Visual-Attention-Network — MMPretrain 1.2.0 documentation (original) (raw)

Abstract

While originally designed for natural language processing (NLP) tasks, the self-attention mechanism has recently taken various computer vision areas by storm. However, the 2D nature of images brings three challenges for applying self-attention in computer vision. (1) Treating images as 1D sequences neglects their 2D structures. (2) The quadratic complexity is too expensive for high-resolution images. (3) It only captures spatial adaptability but ignores channel adaptability.
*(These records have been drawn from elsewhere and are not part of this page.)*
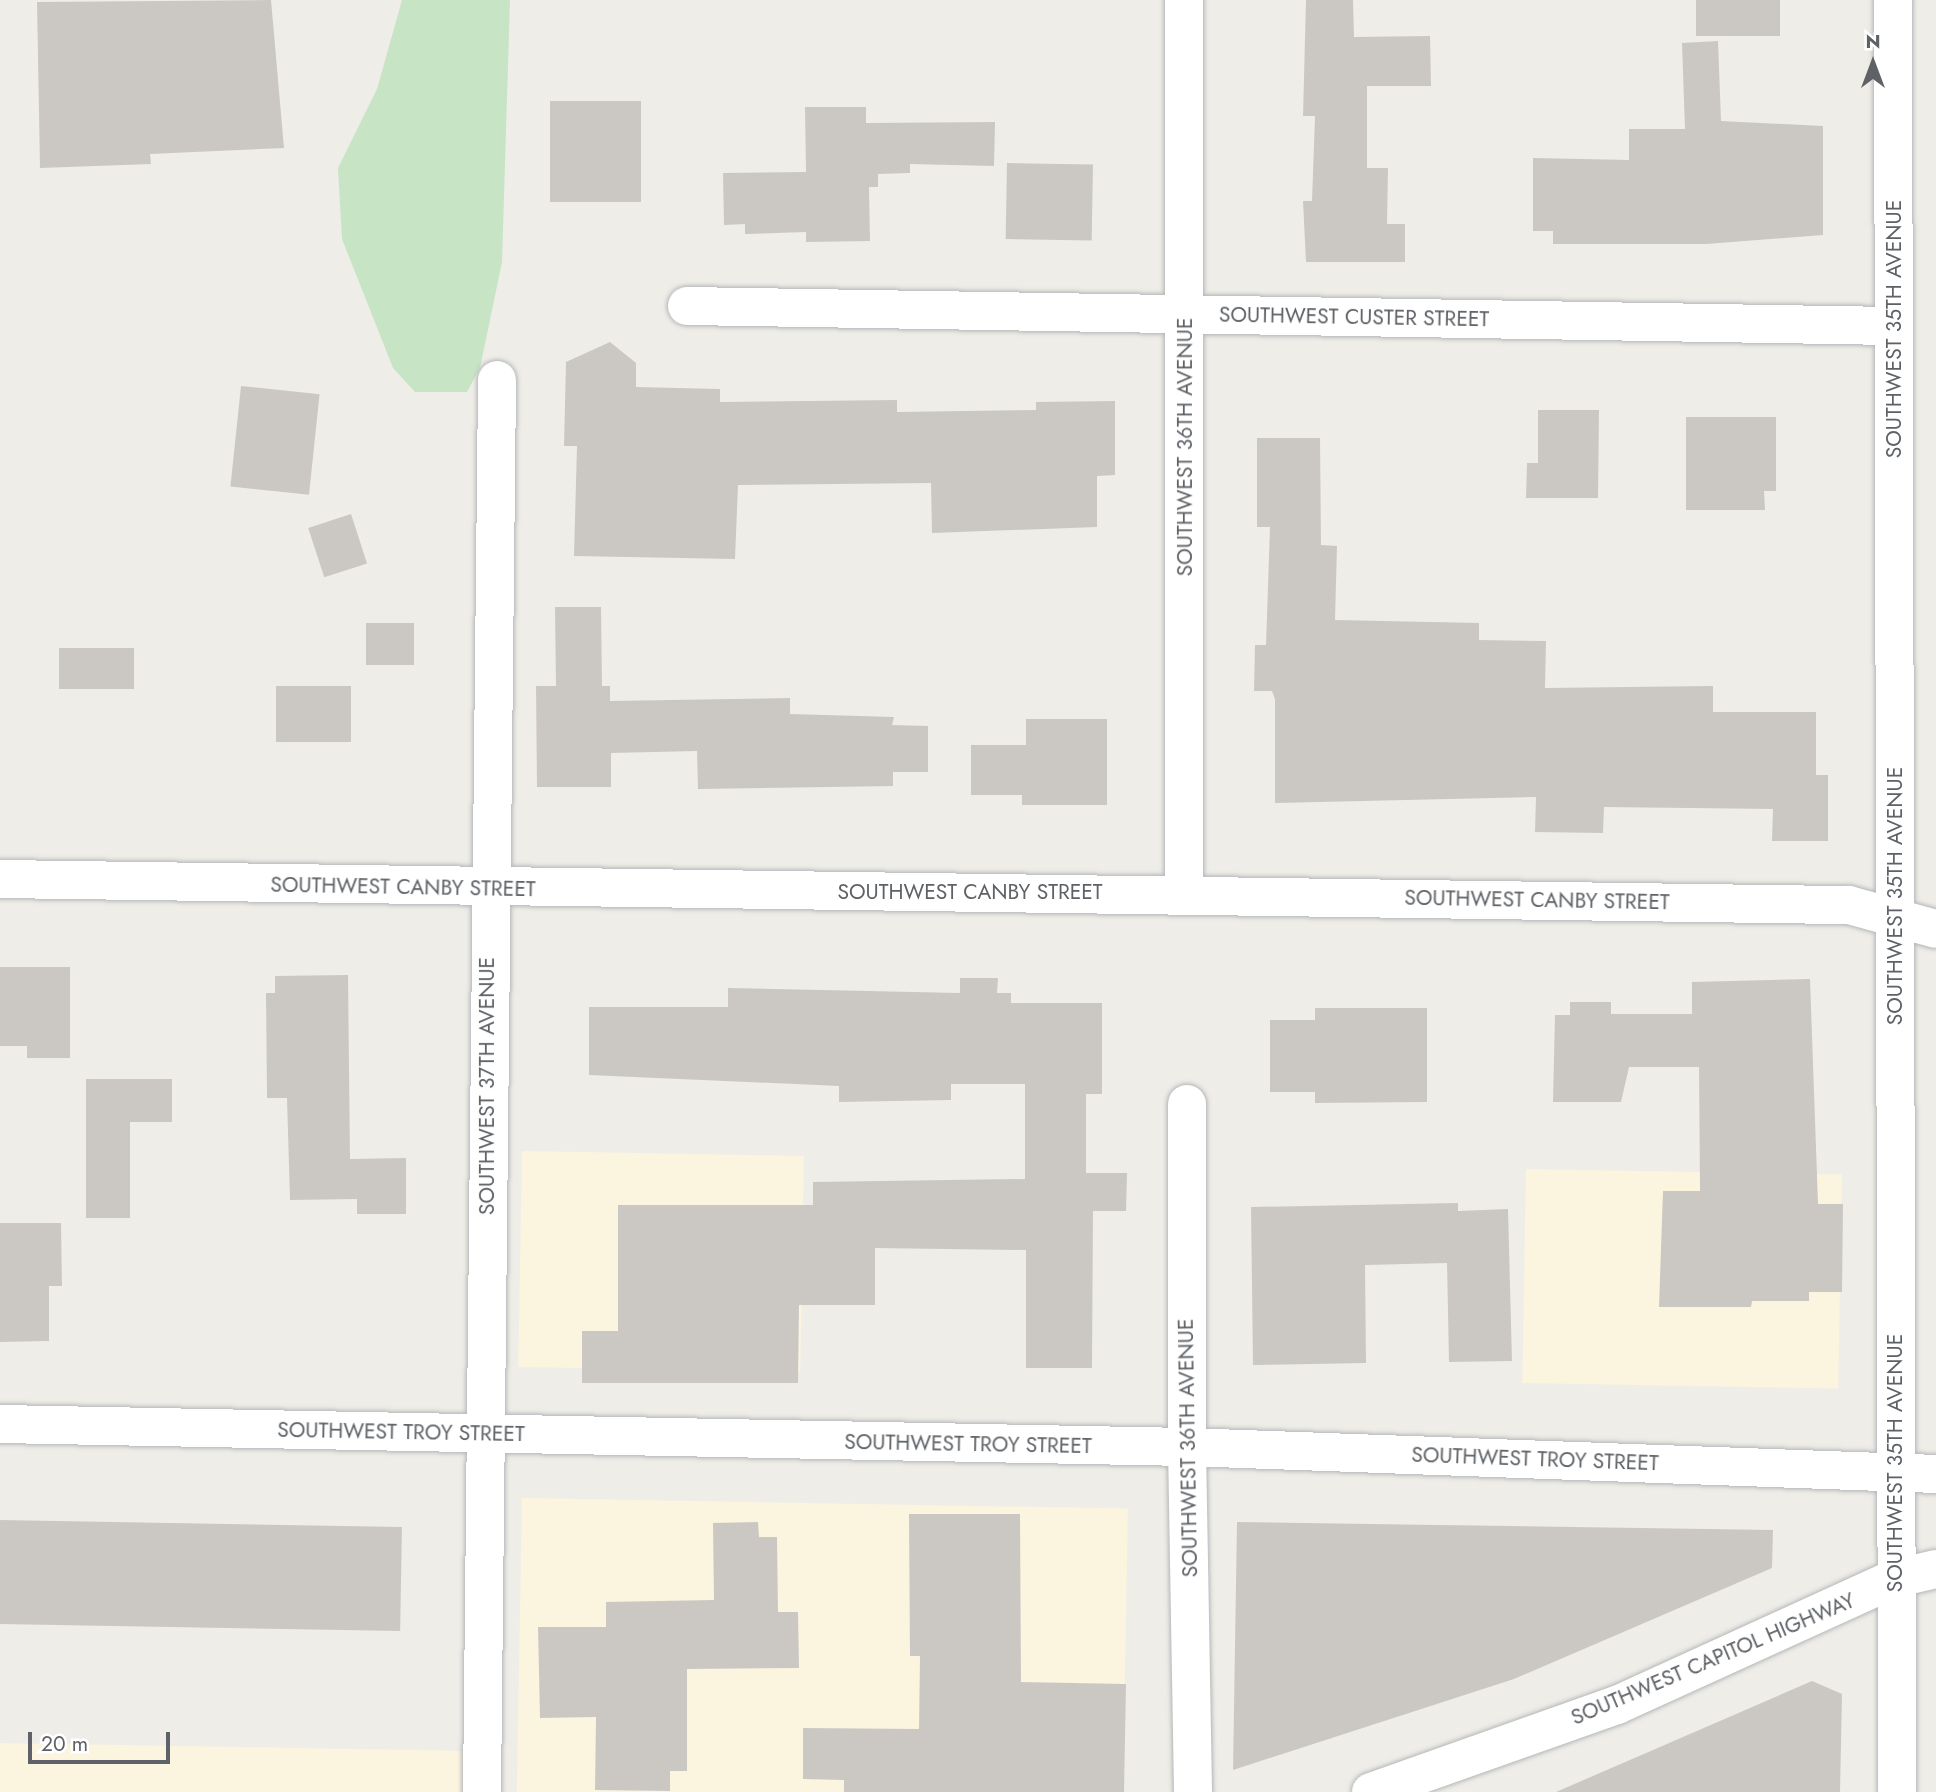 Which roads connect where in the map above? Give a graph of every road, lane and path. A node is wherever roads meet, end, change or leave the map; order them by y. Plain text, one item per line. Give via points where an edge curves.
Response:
1 (1184, 0) edge
2 (1893, 0) edge
3 (687, 306) dead end
4 (1186, 314) junction
5 (1895, 326) junction
6 (497, 380) dead end
7 (0, 879) edge
8 (489, 889) junction
9 (1184, 893) junction
10 (1895, 915) junction
11 (1936, 929) edge
12 (1187, 1104) dead end
13 (0, 1424) edge
14 (485, 1434) junction
15 (1187, 1447) junction
16 (1896, 1473) junction
17 (1936, 1474) edge
18 (1936, 1569) edge
19 (1893, 1579) junction
20 (482, 1792) edge
21 (1193, 1792) edge
22 (1371, 1792) edge
23 (1897, 1792) edge

1 - 4 street, SOUTHWEST 36TH AVENUE
2 - 5 street, SOUTHWEST 35TH AVENUE
3 - 4 street, SOUTHWEST CUSTER STREET
4 - 5 street, SOUTHWEST CUSTER STREET
4 - 9 street, SOUTHWEST 36TH AVENUE
5 - 10 street, SOUTHWEST 35TH AVENUE
6 - 8 street, SOUTHWEST 37TH AVENUE
7 - 8 street, SOUTHWEST CANBY STREET
8 - 9 street, SOUTHWEST CANBY STREET
8 - 14 street, SOUTHWEST 37TH AVENUE
9 - 10 street, SOUTHWEST CANBY STREET via 1849,905
10 - 11 street, SOUTHWEST CANBY STREET
10 - 16 street, SOUTHWEST 35TH AVENUE
12 - 15 street, SOUTHWEST 36TH AVENUE
13 - 14 street, SOUTHWEST TROY STREET
14 - 15 street, SOUTHWEST TROY STREET
14 - 20 street, SOUTHWEST 37TH AVENUE
15 - 16 street, SOUTHWEST TROY STREET
15 - 21 street, SOUTHWEST 36TH AVENUE
16 - 17 street, SOUTHWEST TROY STREET
16 - 19 street, SOUTHWEST 35TH AVENUE
18 - 19 street, SOUTHWEST CAPITOL HIGHWAY
19 - 22 street, SOUTHWEST CAPITOL HIGHWAY via 1617,1705
19 - 23 street, SOUTHWEST 35TH AVENUE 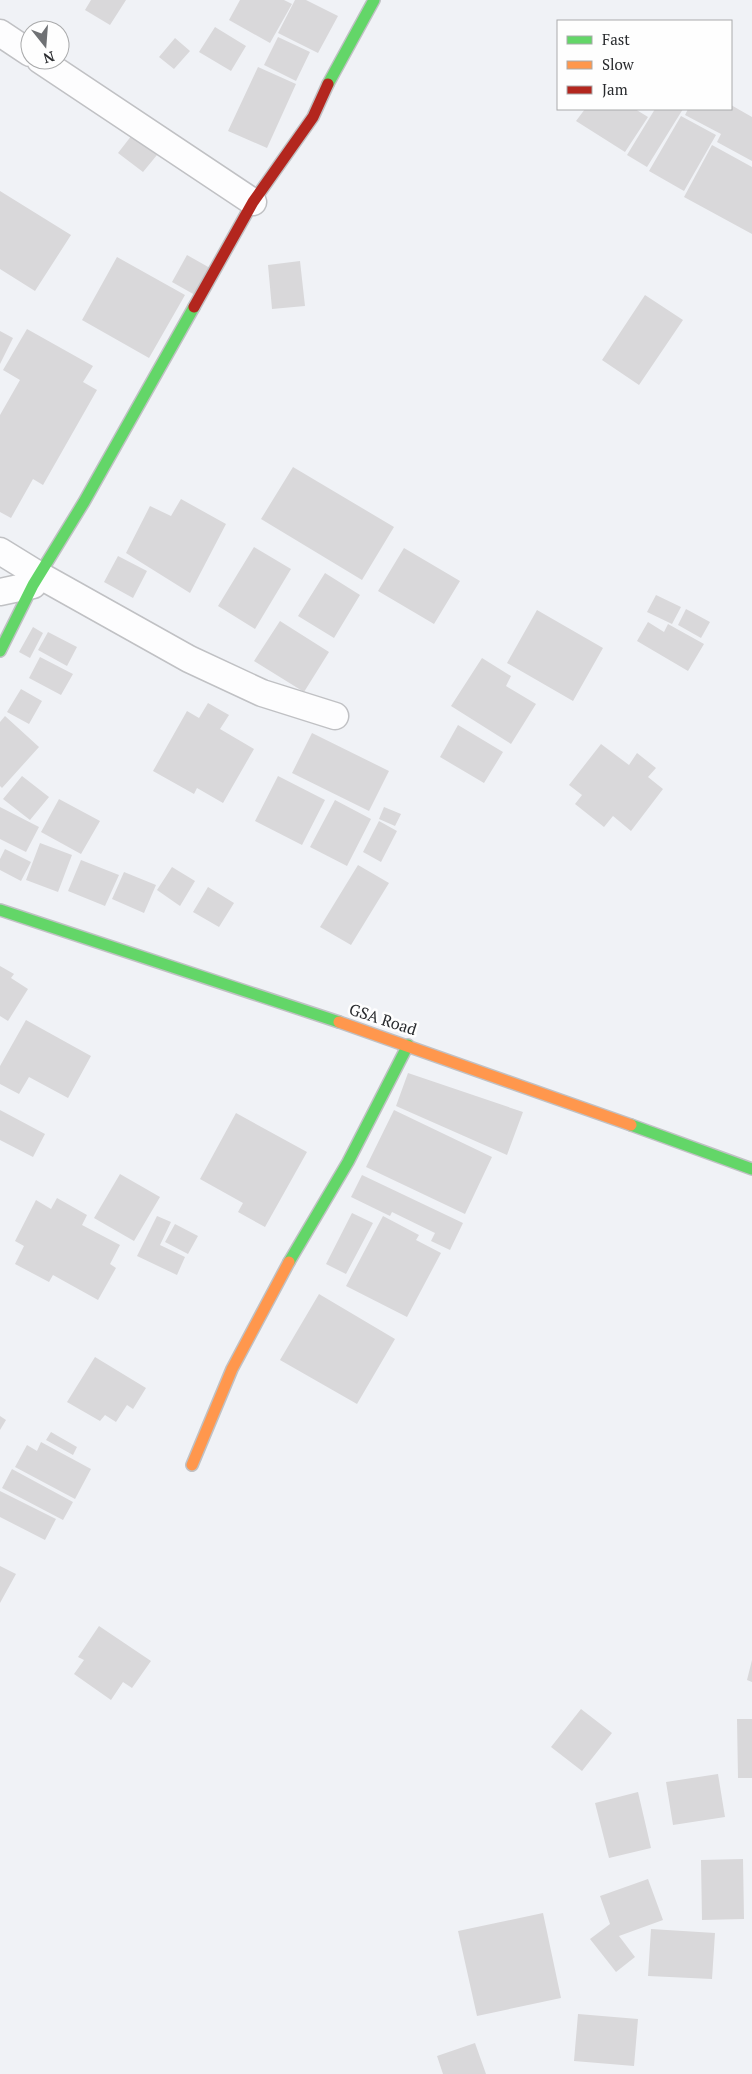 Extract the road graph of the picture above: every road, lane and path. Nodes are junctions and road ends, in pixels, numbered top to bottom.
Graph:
1 (374, 0) edge
2 (0, 33) edge
3 (20, 46) edge
4 (55, 70) edge
5 (253, 202) junction
6 (0, 551) edge
7 (36, 580) junction
8 (0, 592) edge
9 (0, 650) edge
10 (335, 716) dead end
11 (0, 910) edge
12 (408, 1045) junction
13 (752, 1169) edge
14 (192, 1464) dead end

1 - 5 street
2 - 3 street
4 - 5 street
5 - 7 street
6 - 7 street
7 - 8 street
7 - 9 street
7 - 10 street
11 - 12 street, GSA Road
12 - 13 street, GSA Road
12 - 14 street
In this paper, we propose a novel large kernel attention (LKA) module to enable self-adaptive and long-range correlations in self-attention while avoiding the above issues. We further introduce a novel neural network based on LKA, namely Visual Attention Network (VAN). While extremely simple and efficient, VAN outperforms the state-of-the-art vision transformers and convolutional neural networks with a large margin in extensive experiments, including image classification, object detection, semantic segmentation, instance segmentation, etc.

How to use it?

from mmpretrain import inference_model

predict = inference_model('van-tiny_3rdparty_in1k', 'demo/bird.JPEG') print(predict['pred_class']) print(predict['pred_score'])

Models and results

Image Classification on ImageNet-1k

Model Pretrain Params (M) Flops (G) Top-1 (%) Top-5 (%) Config Download
van-tiny_3rdparty_in1k* From scratch 4.11 0.88 75.41 93.02 config model
van-small_3rdparty_in1k* From scratch 13.86 2.52 81.01 95.63 config model
van-base_3rdparty_in1k* From scratch 26.58 5.03 82.80 96.21 config model
van-large_3rdparty_in1k* From scratch 44.77 8.99 83.86 96.73 config model

Models with * are converted from the official repo. The config files of these models are only for inference. We haven’t reproduce the training results.

Citation

@article{guo2022visual, title={Visual Attention Network}, author={Guo, Meng-Hao and Lu, Cheng-Ze and Liu, Zheng-Ning and Cheng, Ming-Ming and Hu, Shi-Min}, journal={arXiv preprint arXiv:2202.09741}, year={2022} }